Records excerpted from a collection
········

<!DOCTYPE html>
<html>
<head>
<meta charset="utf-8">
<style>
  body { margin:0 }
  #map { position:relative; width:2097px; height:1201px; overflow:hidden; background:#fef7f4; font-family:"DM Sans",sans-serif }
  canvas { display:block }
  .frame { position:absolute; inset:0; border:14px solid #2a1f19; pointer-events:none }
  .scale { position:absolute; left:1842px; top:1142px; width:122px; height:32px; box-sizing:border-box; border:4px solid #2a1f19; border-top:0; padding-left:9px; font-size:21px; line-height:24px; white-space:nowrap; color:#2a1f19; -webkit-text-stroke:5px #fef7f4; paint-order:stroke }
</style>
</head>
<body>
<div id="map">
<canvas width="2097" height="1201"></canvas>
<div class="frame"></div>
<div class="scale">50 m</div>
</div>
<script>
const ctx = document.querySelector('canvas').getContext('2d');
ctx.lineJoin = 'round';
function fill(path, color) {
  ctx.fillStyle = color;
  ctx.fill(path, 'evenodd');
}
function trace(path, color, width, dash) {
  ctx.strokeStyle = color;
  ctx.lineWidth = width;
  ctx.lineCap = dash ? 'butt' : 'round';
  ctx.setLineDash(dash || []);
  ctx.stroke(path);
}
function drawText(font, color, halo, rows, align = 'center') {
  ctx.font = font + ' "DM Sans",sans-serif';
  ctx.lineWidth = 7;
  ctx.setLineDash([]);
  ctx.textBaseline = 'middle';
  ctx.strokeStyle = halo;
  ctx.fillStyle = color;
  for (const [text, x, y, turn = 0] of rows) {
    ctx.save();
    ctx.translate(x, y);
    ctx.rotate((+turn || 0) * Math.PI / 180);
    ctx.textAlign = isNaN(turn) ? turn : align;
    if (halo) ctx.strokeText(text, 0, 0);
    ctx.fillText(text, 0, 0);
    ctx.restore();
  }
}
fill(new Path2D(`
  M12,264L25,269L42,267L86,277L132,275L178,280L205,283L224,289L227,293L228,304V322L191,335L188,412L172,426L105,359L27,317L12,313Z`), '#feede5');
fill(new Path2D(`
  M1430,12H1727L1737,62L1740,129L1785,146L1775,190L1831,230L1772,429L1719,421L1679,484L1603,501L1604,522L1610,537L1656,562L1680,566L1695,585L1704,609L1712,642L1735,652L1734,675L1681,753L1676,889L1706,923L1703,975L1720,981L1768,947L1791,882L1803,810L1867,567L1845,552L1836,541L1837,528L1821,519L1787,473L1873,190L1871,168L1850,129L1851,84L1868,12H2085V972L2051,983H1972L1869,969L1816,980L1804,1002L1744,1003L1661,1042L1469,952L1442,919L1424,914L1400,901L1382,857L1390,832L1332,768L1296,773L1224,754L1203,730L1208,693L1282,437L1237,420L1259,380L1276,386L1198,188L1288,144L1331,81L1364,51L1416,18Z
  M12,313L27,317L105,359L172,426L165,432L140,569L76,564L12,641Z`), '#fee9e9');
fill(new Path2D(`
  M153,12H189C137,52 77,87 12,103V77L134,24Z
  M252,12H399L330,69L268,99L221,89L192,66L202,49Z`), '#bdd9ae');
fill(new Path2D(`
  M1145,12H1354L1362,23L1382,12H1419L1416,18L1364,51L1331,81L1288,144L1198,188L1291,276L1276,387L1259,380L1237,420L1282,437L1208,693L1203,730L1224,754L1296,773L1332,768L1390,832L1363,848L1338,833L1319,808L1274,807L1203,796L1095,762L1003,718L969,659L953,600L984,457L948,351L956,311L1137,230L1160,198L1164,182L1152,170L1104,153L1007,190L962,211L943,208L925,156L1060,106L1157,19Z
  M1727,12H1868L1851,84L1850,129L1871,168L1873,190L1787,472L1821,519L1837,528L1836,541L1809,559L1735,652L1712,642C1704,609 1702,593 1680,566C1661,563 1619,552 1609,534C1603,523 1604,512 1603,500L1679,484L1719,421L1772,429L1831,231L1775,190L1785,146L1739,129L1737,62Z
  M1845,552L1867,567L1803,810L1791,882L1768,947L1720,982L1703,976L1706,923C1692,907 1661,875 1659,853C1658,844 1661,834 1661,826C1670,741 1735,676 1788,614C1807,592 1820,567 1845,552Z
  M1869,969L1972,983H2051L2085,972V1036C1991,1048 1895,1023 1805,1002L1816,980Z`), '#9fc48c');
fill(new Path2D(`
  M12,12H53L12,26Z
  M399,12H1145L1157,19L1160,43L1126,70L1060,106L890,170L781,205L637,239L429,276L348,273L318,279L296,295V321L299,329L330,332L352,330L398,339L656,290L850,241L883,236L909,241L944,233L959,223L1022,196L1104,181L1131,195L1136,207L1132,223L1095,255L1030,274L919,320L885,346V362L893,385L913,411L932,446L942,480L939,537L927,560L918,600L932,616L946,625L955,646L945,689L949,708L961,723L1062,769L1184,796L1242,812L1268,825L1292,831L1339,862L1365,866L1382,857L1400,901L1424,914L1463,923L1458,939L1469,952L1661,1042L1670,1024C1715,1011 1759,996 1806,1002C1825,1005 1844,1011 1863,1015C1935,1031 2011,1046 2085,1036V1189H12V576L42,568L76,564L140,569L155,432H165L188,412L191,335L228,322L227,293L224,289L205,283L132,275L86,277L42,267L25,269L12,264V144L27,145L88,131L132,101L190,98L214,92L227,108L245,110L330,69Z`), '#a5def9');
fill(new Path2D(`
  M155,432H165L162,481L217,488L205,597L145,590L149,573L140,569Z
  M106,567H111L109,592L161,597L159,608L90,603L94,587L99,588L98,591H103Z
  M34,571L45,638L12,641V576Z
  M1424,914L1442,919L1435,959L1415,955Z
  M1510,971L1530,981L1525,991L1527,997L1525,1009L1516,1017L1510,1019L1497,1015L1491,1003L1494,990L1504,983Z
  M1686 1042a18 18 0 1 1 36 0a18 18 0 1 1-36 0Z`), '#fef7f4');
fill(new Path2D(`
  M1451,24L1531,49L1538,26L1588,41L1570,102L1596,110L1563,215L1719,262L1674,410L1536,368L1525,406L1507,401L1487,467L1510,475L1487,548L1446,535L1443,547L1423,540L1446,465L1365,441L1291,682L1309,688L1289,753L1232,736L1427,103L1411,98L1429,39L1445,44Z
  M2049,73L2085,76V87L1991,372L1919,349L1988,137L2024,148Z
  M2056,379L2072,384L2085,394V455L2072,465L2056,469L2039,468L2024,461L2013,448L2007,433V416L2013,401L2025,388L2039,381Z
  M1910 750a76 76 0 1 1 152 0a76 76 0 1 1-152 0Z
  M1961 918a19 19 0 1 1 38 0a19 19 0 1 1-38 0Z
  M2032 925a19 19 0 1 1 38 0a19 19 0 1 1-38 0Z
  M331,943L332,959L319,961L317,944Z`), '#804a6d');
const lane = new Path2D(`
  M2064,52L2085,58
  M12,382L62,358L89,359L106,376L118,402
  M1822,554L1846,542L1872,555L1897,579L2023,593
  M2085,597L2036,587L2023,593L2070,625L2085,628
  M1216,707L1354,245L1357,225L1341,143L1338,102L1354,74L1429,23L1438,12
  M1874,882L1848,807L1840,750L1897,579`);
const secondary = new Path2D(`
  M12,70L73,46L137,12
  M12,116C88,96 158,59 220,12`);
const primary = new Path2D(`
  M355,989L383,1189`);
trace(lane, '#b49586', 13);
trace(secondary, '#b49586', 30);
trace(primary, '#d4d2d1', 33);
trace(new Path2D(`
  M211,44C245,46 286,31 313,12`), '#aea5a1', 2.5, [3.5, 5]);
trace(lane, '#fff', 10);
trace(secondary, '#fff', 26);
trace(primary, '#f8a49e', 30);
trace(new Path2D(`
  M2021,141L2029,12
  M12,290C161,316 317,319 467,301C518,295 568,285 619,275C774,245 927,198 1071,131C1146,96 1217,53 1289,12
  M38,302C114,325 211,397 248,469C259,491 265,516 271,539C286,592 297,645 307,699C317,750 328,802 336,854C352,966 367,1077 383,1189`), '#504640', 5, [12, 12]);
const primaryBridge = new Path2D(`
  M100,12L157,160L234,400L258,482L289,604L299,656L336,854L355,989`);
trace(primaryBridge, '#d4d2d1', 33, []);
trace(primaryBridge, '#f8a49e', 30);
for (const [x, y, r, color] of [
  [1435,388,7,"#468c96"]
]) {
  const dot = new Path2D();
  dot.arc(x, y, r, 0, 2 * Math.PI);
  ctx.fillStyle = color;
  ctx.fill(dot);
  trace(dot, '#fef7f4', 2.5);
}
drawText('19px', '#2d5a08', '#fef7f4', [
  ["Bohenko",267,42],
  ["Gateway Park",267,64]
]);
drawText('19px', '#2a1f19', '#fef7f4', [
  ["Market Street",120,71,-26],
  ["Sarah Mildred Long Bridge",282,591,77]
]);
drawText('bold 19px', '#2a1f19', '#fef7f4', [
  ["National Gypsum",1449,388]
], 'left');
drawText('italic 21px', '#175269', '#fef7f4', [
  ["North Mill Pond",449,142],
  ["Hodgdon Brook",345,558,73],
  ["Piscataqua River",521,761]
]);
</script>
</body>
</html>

········

Problem statement:
The lines needed run from the first line of the data through the line containing "if (halo) ctx.strokeText(text, 0, 0);"; give them again exactly and nothing else.

Output of the exercise:
<!DOCTYPE html>
<html>
<head>
<meta charset="utf-8">
<style>
  body { margin:0 }
  #map { position:relative; width:2097px; height:1201px; overflow:hidden; background:#fef7f4; font-family:"DM Sans",sans-serif }
  canvas { display:block }
  .frame { position:absolute; inset:0; border:14px solid #2a1f19; pointer-events:none }
  .scale { position:absolute; left:1842px; top:1142px; width:122px; height:32px; box-sizing:border-box; border:4px solid #2a1f19; border-top:0; padding-left:9px; font-size:21px; line-height:24px; white-space:nowrap; color:#2a1f19; -webkit-text-stroke:5px #fef7f4; paint-order:stroke }
</style>
</head>
<body>
<div id="map">
<canvas width="2097" height="1201"></canvas>
<div class="frame"></div>
<div class="scale">50 m</div>
</div>
<script>
const ctx = document.querySelector('canvas').getContext('2d');
ctx.lineJoin = 'round';
function fill(path, color) {
  ctx.fillStyle = color;
  ctx.fill(path, 'evenodd');
}
function trace(path, color, width, dash) {
  ctx.strokeStyle = color;
  ctx.lineWidth = width;
  ctx.lineCap = dash ? 'butt' : 'round';
  ctx.setLineDash(dash || []);
  ctx.stroke(path);
}
function drawText(font, color, halo, rows, align = 'center') {
  ctx.font = font + ' "DM Sans",sans-serif';
  ctx.lineWidth = 7;
  ctx.setLineDash([]);
  ctx.textBaseline = 'middle';
  ctx.strokeStyle = halo;
  ctx.fillStyle = color;
  for (const [text, x, y, turn = 0] of rows) {
    ctx.save();
    ctx.translate(x, y);
    ctx.rotate((+turn || 0) * Math.PI / 180);
    ctx.textAlign = isNaN(turn) ? turn : align;
    if (halo) ctx.strokeText(text, 0, 0);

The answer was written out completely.